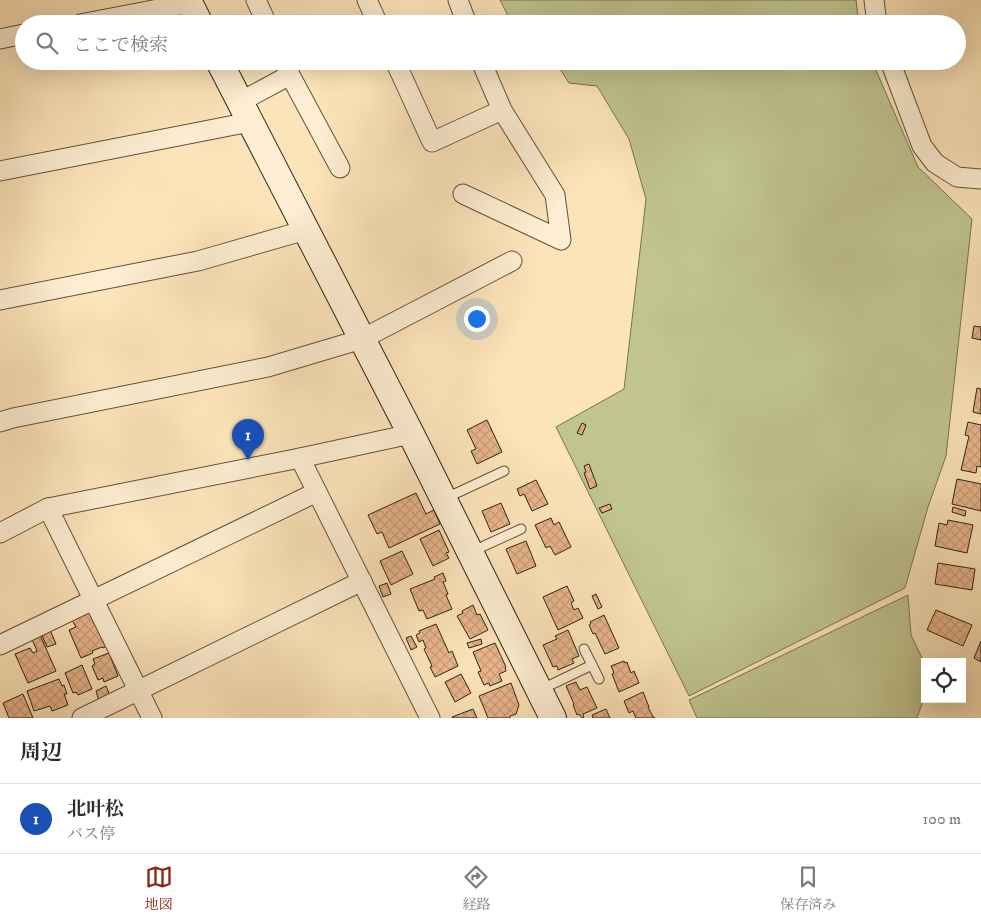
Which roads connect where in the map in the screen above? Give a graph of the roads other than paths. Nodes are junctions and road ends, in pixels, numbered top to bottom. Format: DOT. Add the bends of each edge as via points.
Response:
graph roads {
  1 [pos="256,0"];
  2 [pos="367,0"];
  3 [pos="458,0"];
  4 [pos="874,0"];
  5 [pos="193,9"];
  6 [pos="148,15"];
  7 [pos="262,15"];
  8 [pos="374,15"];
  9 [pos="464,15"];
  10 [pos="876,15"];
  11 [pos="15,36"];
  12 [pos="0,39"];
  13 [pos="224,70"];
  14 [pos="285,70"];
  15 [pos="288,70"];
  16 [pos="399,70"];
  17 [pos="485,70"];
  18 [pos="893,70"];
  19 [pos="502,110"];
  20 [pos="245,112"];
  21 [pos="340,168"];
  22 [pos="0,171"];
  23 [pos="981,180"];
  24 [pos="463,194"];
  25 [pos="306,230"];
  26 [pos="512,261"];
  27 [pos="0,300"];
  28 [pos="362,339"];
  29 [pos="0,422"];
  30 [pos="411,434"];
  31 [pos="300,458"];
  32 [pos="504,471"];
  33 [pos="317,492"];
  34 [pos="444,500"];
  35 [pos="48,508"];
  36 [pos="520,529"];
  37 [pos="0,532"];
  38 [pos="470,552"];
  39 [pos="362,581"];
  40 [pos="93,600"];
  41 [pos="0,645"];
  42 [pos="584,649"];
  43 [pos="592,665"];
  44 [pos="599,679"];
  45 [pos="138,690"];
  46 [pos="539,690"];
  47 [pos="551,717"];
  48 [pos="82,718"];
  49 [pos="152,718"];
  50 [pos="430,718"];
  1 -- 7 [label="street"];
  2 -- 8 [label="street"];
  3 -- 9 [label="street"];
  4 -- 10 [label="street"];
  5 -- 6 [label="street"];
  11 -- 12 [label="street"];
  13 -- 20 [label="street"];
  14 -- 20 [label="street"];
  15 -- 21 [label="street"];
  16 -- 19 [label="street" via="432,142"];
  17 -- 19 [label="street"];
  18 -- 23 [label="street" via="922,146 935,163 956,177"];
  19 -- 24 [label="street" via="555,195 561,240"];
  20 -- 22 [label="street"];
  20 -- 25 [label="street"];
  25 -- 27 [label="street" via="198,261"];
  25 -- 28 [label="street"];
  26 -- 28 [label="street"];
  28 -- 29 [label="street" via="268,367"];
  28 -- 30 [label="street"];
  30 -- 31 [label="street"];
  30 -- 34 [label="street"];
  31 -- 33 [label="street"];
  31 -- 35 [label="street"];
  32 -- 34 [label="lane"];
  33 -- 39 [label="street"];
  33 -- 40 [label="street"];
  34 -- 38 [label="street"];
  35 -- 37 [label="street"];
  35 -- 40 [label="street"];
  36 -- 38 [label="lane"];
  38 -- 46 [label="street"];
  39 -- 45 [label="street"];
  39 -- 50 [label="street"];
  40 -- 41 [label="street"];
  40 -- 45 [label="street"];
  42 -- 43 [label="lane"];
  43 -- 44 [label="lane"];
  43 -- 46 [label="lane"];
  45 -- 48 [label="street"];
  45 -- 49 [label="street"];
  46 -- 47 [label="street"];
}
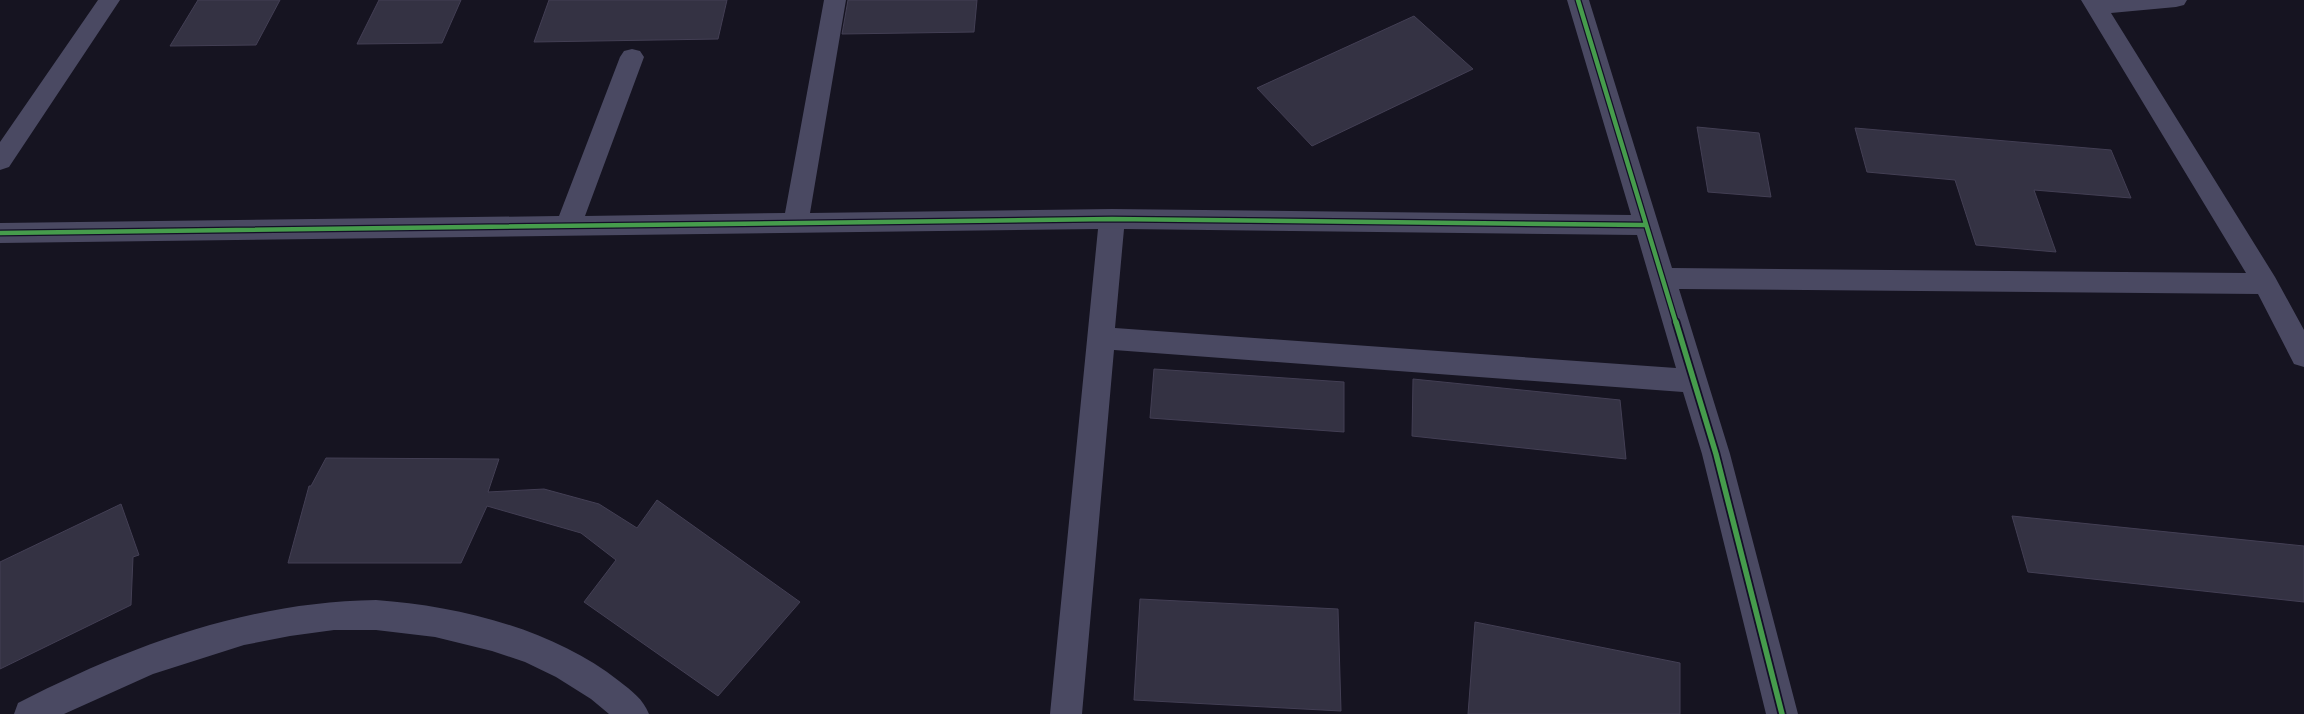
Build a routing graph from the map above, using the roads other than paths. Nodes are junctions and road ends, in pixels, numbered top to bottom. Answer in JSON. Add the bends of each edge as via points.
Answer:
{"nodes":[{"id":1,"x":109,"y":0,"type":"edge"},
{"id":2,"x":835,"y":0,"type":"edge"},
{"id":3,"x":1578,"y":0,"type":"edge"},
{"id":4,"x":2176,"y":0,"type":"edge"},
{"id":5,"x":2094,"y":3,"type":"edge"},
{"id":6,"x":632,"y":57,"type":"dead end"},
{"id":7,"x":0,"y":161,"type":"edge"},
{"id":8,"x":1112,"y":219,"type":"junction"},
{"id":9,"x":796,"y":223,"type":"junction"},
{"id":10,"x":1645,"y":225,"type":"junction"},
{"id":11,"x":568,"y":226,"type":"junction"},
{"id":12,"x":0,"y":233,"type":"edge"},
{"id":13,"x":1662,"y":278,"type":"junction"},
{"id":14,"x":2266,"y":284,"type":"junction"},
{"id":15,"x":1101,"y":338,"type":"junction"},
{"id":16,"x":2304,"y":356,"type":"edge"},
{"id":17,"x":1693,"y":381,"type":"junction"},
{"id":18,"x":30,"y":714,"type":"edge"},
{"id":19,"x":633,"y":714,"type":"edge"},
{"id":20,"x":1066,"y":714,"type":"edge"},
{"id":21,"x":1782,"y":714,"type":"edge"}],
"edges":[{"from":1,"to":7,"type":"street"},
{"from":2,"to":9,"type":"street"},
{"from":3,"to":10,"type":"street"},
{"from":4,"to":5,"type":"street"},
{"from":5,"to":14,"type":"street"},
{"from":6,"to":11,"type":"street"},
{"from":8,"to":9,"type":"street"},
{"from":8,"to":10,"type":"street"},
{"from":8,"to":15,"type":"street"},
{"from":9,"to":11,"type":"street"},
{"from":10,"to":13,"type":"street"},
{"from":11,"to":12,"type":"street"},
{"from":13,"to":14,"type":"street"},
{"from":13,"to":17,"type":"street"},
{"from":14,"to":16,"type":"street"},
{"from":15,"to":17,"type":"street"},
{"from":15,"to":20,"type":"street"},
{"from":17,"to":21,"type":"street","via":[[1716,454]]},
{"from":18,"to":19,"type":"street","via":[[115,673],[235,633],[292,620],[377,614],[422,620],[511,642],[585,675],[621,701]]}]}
#####
When a line in the listing above holds the word "numbered", copy it.

Which roads connect where in the map in the screen above? Give a graph of the roads other than paths. Nodes are junctions and road ends, in pixels, numbered top to bottom. Format: DOT. Add the bends of each edge as via points.
Build a routing graph from the map above, using the roads other than paths. Nodes are junctions and road ends, in pixels, numbered top to bottom. Answer in JSON. Add the bends of each edge as via points.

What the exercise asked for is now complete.